Climate change and fossil fuel dependency have firmly taken centre stage in international policy and industrial debates. The mainstream of climate research and policy analysis today agrees that developed countries need to reduce greenhouse gases (GHGs) per capita by 80–95 per cent by 2050 in order to limit global warming to 2°C. This target likely requires a stabilization of the level of atmospheric CO2 at 350–400 parts per million and that global emissions start to decrease in the coming decade. At the same time, the global competition for energy resources has put the energy security question on a par with climate change as a political challenge.

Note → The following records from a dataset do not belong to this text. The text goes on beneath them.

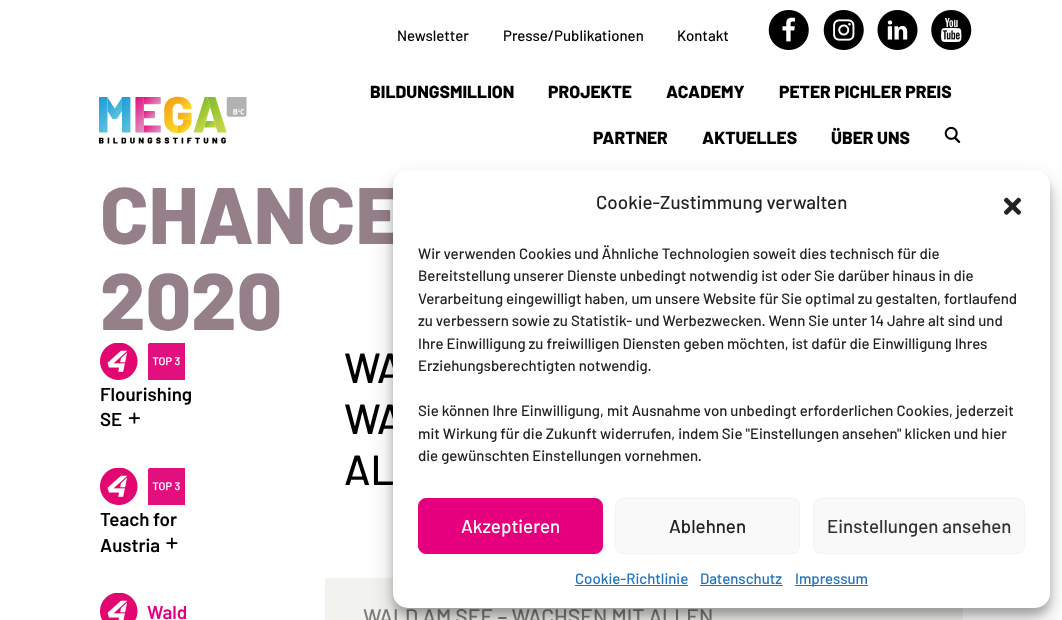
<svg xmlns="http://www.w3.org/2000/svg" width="1062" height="620">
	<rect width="100%" height="100%" fill="#FFFFFF" />
	<image x="99" y="96" width="148" height="48" href="assets/img1.png" />
	<g font-family="Barlow" font-size="15" font-weight="500" fill="#000000">
		<text x="397" y="41">Newsletter</text>
		<text x="503" y="41">Presse/Publikationen</text>
		<text x="677" y="41">Kontakt</text>
	</g>
	<image x="768" y="10" width="41" height="40" href="assets/img2.png" />
	<image x="823" y="10" width="41" height="40" href="assets/img3.png" />
	<image x="877" y="10" width="41" height="40" href="assets/img4.png" />
	<image x="931" y="10" width="41" height="40" href="assets/img5.png" />
	<g font-family="Barlow" font-size="17.5" font-weight="800" fill="#000000">
		<text x="370" y="98">BILDUNGSMILLION</text>
		<text x="548" y="98">PROJEKTE</text>
		<text x="666" y="98">ACADEMY</text>
		<text x="779" y="98">PETER PICHLER PREIS</text>
		<text x="593" y="144">PARTNER</text>
		<text x="702" y="144">AKTUELLES</text>
		<text x="831" y="144">ÜBER UNS</text>
	</g>
	<image x="944" y="126" width="17" height="17" href="assets/img6.png" />
	<g font-family="Barlow" font-size="80" font-weight="800" fill="#95808A">
		<text x="100" y="244">CHANCE</text>
		<text x="100" y="330">2020</text>
	</g>
	<image x="100" y="343" width="38" height="37" href="assets/img7.png" />
	<image x="148" y="343" width="37" height="37" href="assets/img8.png" />
	<g font-family="Barlow" font-size="18.75" font-weight="600" fill="#000000">
		<text x="100" y="401">Flourishing</text>
		<text x="100" y="426">SE</text>
	</g>
	<image x="128" y="412" width="12" height="12" href="assets/img9.png" />
	<image x="100" y="468" width="38" height="37" href="assets/img7.png" />
	<image x="148" y="468" width="37" height="37" href="assets/img8.png" />
	<g font-family="Barlow" font-size="18.75" font-weight="600" fill="#000000">
		<text x="100" y="526">Teach for</text>
		<text x="100" y="552">Austria</text>
	</g>
	<image x="166" y="537" width="12" height="12" href="assets/img10.png" />
	<image x="100" y="593" width="38" height="27" href="assets/img11.png" />
	<text x="147" y="619" font-family="Barlow" font-size="18.75" font-weight="600" fill="#E6007E">Wald</text>
	<g font-family="Barlow" font-size="42" font-weight="500" fill="#000000">
		<text x="344" y="383">WA</text>
		<text x="344" y="434">WA</text>
		<text x="344" y="485">AL</text>
	</g>
	<rect x="325" y="578" width="638" height="42" fill="#F2F2EE" />
	<text x="363" y="624" font-family="Barlow" font-size="21.25" font-weight="500" fill="#7D7D7D">WALD AM SEE – WACHSEN MIT ALLEN</text>
	<rect x="393" y="178" width="657" height="437" rx="15" fill="#000000" fill-opacity="0.23" filter="blur(4px)" />
	<rect x="393" y="183" width="657" height="437" rx="15" fill="#000000" fill-opacity="0.19" filter="blur(12.5px)" />
	<rect x="393" y="170" width="657" height="438" rx="15" fill="#FFFFFF" />
	<text x="596" y="209" font-family="Barlow" font-size="18.75" font-weight="500" fill="#222222">Cookie-Zustimmung verwalten</text>
	<image x="1003" y="197" width="19" height="18" href="assets/img12.png" />
	<g font-family="Barlow" font-size="15" font-weight="500" fill="#222222">
		<text x="418" y="259">Wir verwenden Cookies und Ähnliche Technologien soweit dies technisch für die</text>
		<text x="418" y="281">Bereitstellung unserer Dienste unbedingt notwendig ist oder Sie darüber hinaus in die</text>
		<text x="418" y="304">Verarbeitung eingewilligt haben, um unsere Website für Sie optimal zu gestalten, fortlaufend</text>
		<text x="418" y="326">zu verbessern sowie zu Statistik- und Werbezwecken. Wenn Sie unter 14 Jahre alt sind und</text>
		<text x="418" y="349">Ihre Einwilligung zu freiwilligen Diensten geben möchten, ist dafür die Einwilligung Ihres</text>
		<text x="418" y="371">Erziehungsberechtigten notwendig.</text>
		<text x="418" y="416">Sie können Ihre Einwilligung, mit Ausnahme von unbedingt erforderlichen Cookies, jederzeit</text>
		<text x="418" y="439">mit Wirkung für die Zukunft widerrufen, indem Sie "Einstellungen ansehen" klicken und hier</text>
		<text x="418" y="461">die gewünschten Einstellungen vornehmen.</text>
	</g>
	<rect x="418.5" y="498.5" width="184" height="55" rx="7.5" fill="#E6007E" stroke="#E6007E" />
	<text x="461" y="533" font-family="Barlow" font-size="18.75" font-weight="500" fill="#FFFFFF">Akzeptieren</text>
	<rect x="615.5" y="498.5" width="184" height="55" rx="7.5" fill="#F9F9F9" stroke="#F2F2F2" />
	<text x="669" y="533" font-family="Barlow" font-size="18.75" font-weight="500" fill="#222222">Ablehnen</text>
	<rect x="813.5" y="498.5" width="211" height="55" rx="7.5" fill="#F9F9F9" stroke="#F2F2F2" />
	<text x="827" y="533" font-family="Barlow" font-size="18.75" font-weight="500" fill="#333333">Einstellungen ansehen</text>
	<text x="575" y="584" font-family="Barlow" font-size="15" font-weight="500" fill="#1E73BE">Cookie-Richtlinie</text>
	<rect x="575" y="585" width="113" height="1" fill="#1E73BE" />
	<text x="700" y="584" font-family="Barlow" font-size="15" font-weight="500" fill="#1E73BE">Datenschutz</text>
	<rect x="700" y="585" width="83" height="1" fill="#1E73BE" />
	<rect x="795" y="585" width="73" height="1" fill="#1E73BE" />
	<text x="795" y="584" font-family="Barlow" font-size="15" font-weight="500" fill="#1E73BE">Impressum</text>
</svg>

In particular, fossil energy dependency is considered to imply significant geo-political and economic vulnerabilities for importing economies around the world. Questions of how long oil and gas resources will last are debated in parliaments and corporate board rooms. Policy makers on every continent are hard pressed to deal with increasing and sharply fluctuating energy and raw material prices, mitigating the threat of climate change and reversing natural resource degradation, all while inducing investment, jobs, growth and welfare in an increasingly fierce global economic competition. Many countries and regions, such as the European Union (EU), have shown that it is possible to reduce environmental stress and still maintain growth and quality of life. For example, energy-related GHG emissions fell by over 8 per cent between 1990 and 2008 in the EU-27 (CEC, 2010). Major improvements in emissions of other air pollutants have come from better abatement technologies within transport, energy and industry actors.